Clustering with Tigase 4.2

Submitted by Anonymous on Wed, 2009-10-07 14:09
::

Hi Kobit,

Hope you are going good!

I am using tigase version 4.2 and trying to set up a cluster between two machines. I have few doubts regarding same and would appreciate if you can answer them:

1.) In a cluster, is it mandatory to have session manager on one machine and c2s,s2s on other machine or I can have
-gen-config-all on both machines.

As of now I have same following configuration on two machines(mc1 and mc2):
config-type = --gen-config-all
--cluster-mode=true
--cluster-nodes=mc1,mc2
--cluster-connect-all=true
Will it work? I get an exception when mc2 tries to connect mc1 on port 5277 i.e Cluster Component I believe.

2.) I have also written a custom component. Do I have to do anything special to make it run in cluster? Session Manager, C2S and S2S are default ones.

Also, is there any example configuration which I can use to see it working?

Cheers

Artur Hefczyc's picture

There is a bug in the Tigase

There is a bug in the Tigase server 5.0.0 which causes problems with clustering. I am sorry for this. Please update your installation as described in online documentation.
More details in this blog entry.

Artur Hefczyc's picture

Ok, it looks like a few

Ok, it looks like a few people are reporting problems with clustering in version 5.0.0. Maybe there is a bug which got undetected during tests. I will setup a cluster in my system tomorrow and check whether it works or not and will try to replicate the problem.
I am going to post some results by the end of the day tomorrow.

I'm using 5.0.0-b2135.

I'm using 5.0.0-b2135.

Artur Hefczyc's picture

What server version do you

What server version do you use?

Hi, Thank you for your reply.

Hi,

Thank you for your reply. Machine check results on host 1:

OK, DNS settings for chat1
OK, SRV record found _xmpp-server._tcp.chat1
OK, SRV record found _xmpp-client._tcp.chat1
OK, DNS settings for chat
OK, SRV record found _xmpp-server._tcp.chat
OK, SRV record found _xmpp-client._tcp.chat
OK, The chat1 host accessible through the network
OK, The chat host accessible through the network

All tests pass on host 2, too. The issue remains, however. I'd be grateful for any further advice and will provide any info you need to help troubleshoot this issue.

Artur Hefczyc's picture

Have a look at this comment

Have a look at this comment describing network configuration elements which are critical for a correct cluster setup working.

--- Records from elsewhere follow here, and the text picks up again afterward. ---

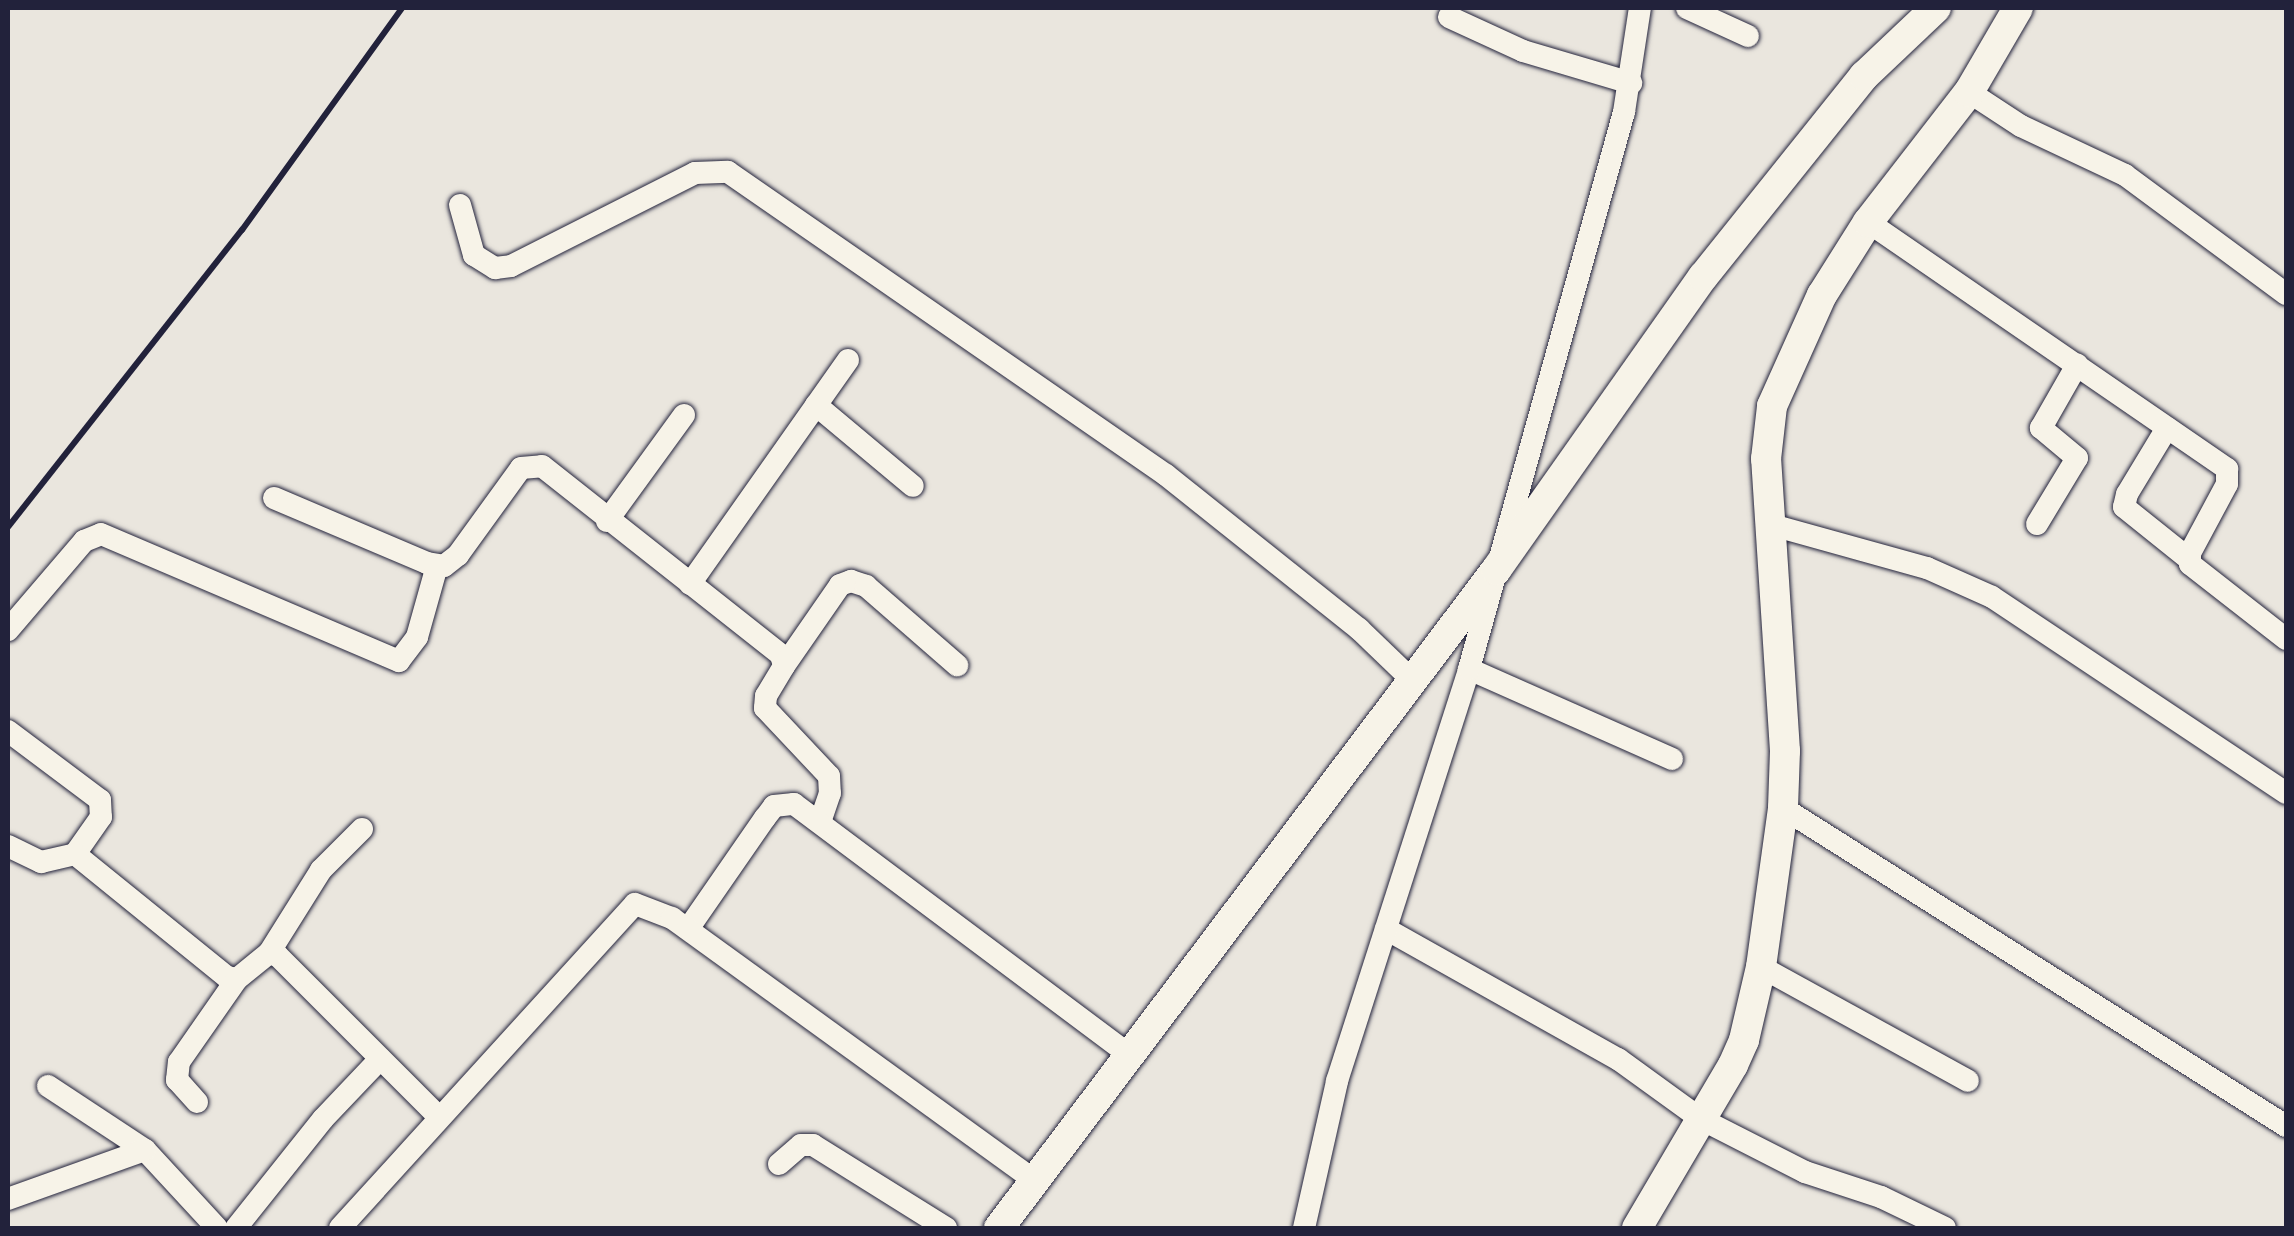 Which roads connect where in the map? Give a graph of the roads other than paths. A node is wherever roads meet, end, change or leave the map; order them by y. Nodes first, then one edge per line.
1 (1640, 8) edge
2 (1687, 8) edge
3 (1936, 8) edge
4 (2018, 8) edge
5 (1449, 17) dead end
6 (1748, 36) dead end
7 (1631, 83) junction
8 (1969, 92) junction
9 (460, 206) dead end
10 (1868, 222) junction
11 (2286, 294) edge
12 (848, 360) dead end
13 (2077, 365) junction
14 (816, 405) junction
15 (684, 415) dead end
16 (2167, 428) junction
17 (913, 486) dead end
18 (274, 498) dead end
19 (607, 521) junction
20 (2037, 524) dead end
21 (1772, 525) junction
22 (2189, 559) junction
23 (437, 566) junction
24 (1496, 570) junction
25 (690, 584) junction
26 (8, 630) edge
27 (2286, 638) edge
28 (956, 664) dead end
29 (784, 666) junction
30 (1469, 669) junction
31 (1412, 680) junction
32 (8, 731) edge
33 (1672, 759) dead end
34 (2286, 793) edge
35 (1782, 808) junction
36 (820, 822) junction
37 (362, 829) dead end
38 (8, 846) edge
39 (75, 854) junction
40 (1386, 928) junction
41 (688, 929) junction
42 (269, 953) junction
43 (1761, 967) junction
44 (237, 979) junction
45 (1130, 1055) junction
46 (380, 1059) junction
47 (1968, 1081) dead end
48 (48, 1086) dead end
49 (196, 1102) dead end
50 (439, 1117) junction
51 (1701, 1120) junction
52 (2286, 1126) edge
53 (145, 1150) junction
54 (779, 1164) dead end
55 (1034, 1180) junction
56 (8, 1199) edge
57 (217, 1228) edge
58 (236, 1228) edge
59 (340, 1228) edge
60 (946, 1228) edge
61 (1000, 1228) edge
62 (1304, 1228) edge
63 (1637, 1228) edge
64 (1945, 1228) edge

1 - 7 street
2 - 6 street
3 - 24 street
4 - 8 street
5 - 7 street
7 - 24 street
8 - 10 street
8 - 11 street
9 - 31 street
10 - 13 street
10 - 21 street
12 - 14 street
13 - 16 street
13 - 20 street
14 - 17 street
14 - 25 street
15 - 19 street
16 - 22 street
16 - 22 street
18 - 23 street
19 - 23 street
19 - 25 street
21 - 34 street
21 - 35 street
22 - 27 street
23 - 26 street
24 - 30 street
24 - 31 street
25 - 29 street
28 - 29 street
29 - 36 street
30 - 33 street
30 - 40 street
31 - 45 street
32 - 39 street
35 - 43 street
35 - 52 street
36 - 41 street
36 - 45 street
37 - 42 street
38 - 39 street
39 - 44 street
40 - 51 street
40 - 62 street
41 - 50 street
41 - 55 street
42 - 44 street
42 - 46 street
43 - 47 street
43 - 51 street
44 - 49 street
45 - 55 street
46 - 50 street
46 - 58 street
48 - 53 street
50 - 59 street
51 - 63 street
51 - 64 street
53 - 56 street
53 - 57 street
54 - 60 street
55 - 61 street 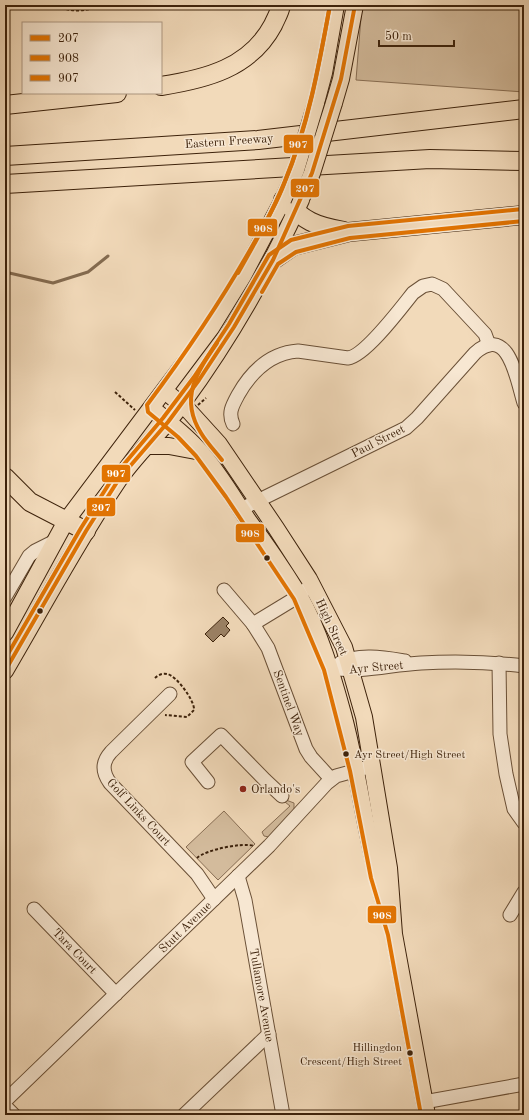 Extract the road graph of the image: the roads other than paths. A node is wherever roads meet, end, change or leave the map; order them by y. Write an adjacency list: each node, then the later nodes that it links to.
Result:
1 (281, 5): 4 (highway)
2 (336, 5): 11 (main road, bridge)
3 (355, 5): 11 (main road, bridge)
4 (162, 86)
5 (108, 94): 6 (highway)
6 (5, 105)
7 (524, 109): 8 (highway, Eastern Freeway)
8 (5, 156)
9 (524, 161): 10 (highway)
10 (5, 184)
11 (294, 203): 13 (highway); 14 (main road); 16 (main road)
12 (524, 215): 13 (highway)
13 (349, 232): 14 (highway)
14 (273, 260): 17 (main road)
15 (492, 345): 18 (street); 21 (street); 25 (street, Paul Street)
16 (165, 391): 17 (main road, High Street); 19 (main road)
17 (195, 403): 20 (main road); 25 (main road, High Street)
18 (524, 403)
19 (152, 408): 20 (main road, High Street); 27 (main road)
20 (168, 422): 22 (main road); 23 (main road, High Street)
21 (233, 424)
22 (148, 446): 23 (main road); 28 (main road)
23 (201, 452): 26 (main road, High Street)
24 (5, 477): 27 (highway)
25 (257, 500): 26 (street, Paul Street); 31 (main road, High Street)
26 (241, 509): 33 (main road, High Street)
27 (66, 520): 28 (highway); 29 (main road)
28 (86, 531): 30 (main road)
29 (55, 541): 34 (street); 36 (main road)
30 (64, 570): 36 (main road); 42 (main road)
31 (309, 580): 33 (street); 39 (main road, High Street)
32 (224, 590): 35 (street, Sentinel Way)
33 (299, 596): 35 (street); 41 (main road, High Street)
34 (5, 597)
35 (253, 624): 46 (street, Sentinel Way)
36 (8, 627)
37 (524, 659): 38 (street, Ayr Street)
38 (499, 663): 39 (street, Ayr Street); 40 (street, Ayr Street); 49 (street)
39 (349, 665): 41 (street, Ayr Street); 44 (main road, High Street)
40 (524, 666)
41 (330, 668): 45 (main road, High Street)
42 (5, 671)
43 (170, 694): 52 (street, Golf Links Court)
44 (373, 766): 45 (street, Stutt Avenue); 55 (main road, High Street)
45 (356, 770): 46 (street, Stutt Avenue); 55 (main road, High Street)
46 (331, 779): 50 (street, Stutt Avenue)
47 (208, 782): 48 (street)
48 (282, 796)
49 (524, 823)
50 (238, 876): 52 (street, Stutt Avenue); 57 (street, Tullamore Avenue)
51 (524, 892): 54 (street)
52 (218, 896): 56 (street, Stutt Avenue)
53 (34, 909): 56 (street, Tara Court)
54 (510, 916)
55 (394, 934): 61 (main road, High Street)
56 (116, 994): 59 (street, Stutt Avenue)
57 (269, 1034): 63 (street); 64 (street, Tullamore Avenue)
58 (524, 1084): 61 (street)
59 (5, 1101)
60 (5, 1106): 62 (street)
61 (426, 1109)
62 (14, 1115)
63 (184, 1115)
64 (283, 1115) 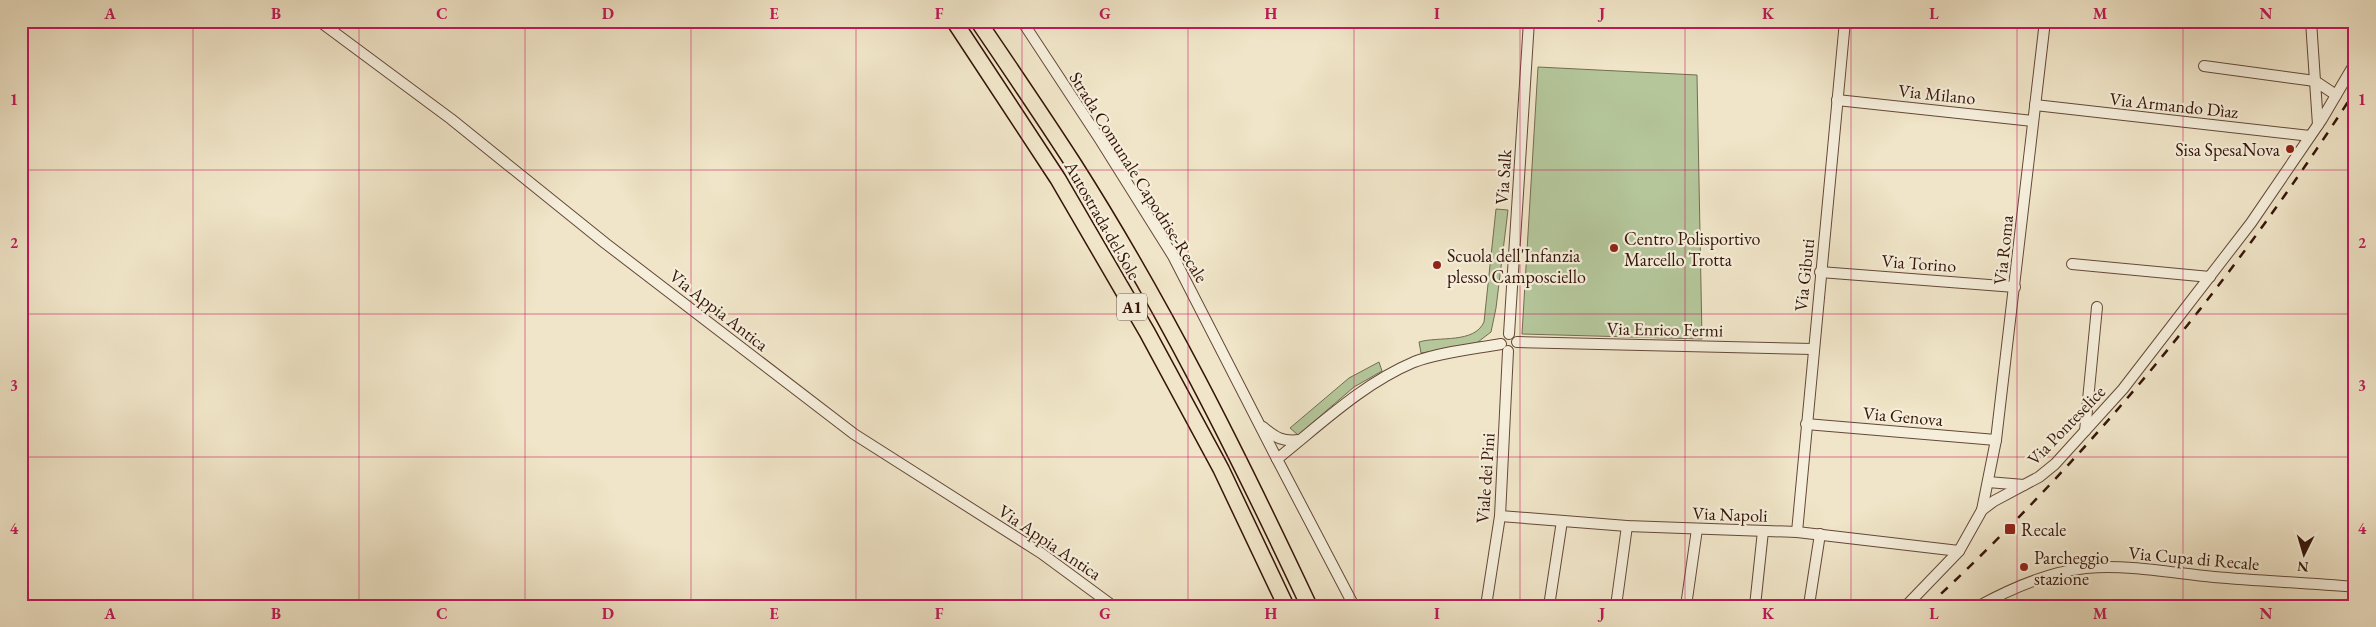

hi, I'm having the exact same

hi,

I'm having the exact same issue nara fugu has, so I'm very much interested in solving the problem. My init.properties file:

config-type=--gen-config-all
--admins=admin@chat.domain
--virt-hosts = chat.domain
--debug=net,io,xmpp,cluster
--monitoring=jmx:9050,http:9080,snmp:9060
--user-db=mysql
--user-db-uri=jdbc:mysql://chat-db/chat?user=chat&password=password
--cluster-mode=true
--cluster-nodes=chat1,chat2
--sm-cluster-strategy-class=tigase.cluster.strategy.SMNonCachingAllNodes

Cluster nodes seem to be communicating just fine according to the logs, but users connected to one node cannot communicate with users on the other node.

Artur Hefczyc's picture

I am traveling these days and

I am traveling these days and I am unable to run any tests right now. I will check it out on my tests system when I am back. But this won't happen before 26th April unfortunately.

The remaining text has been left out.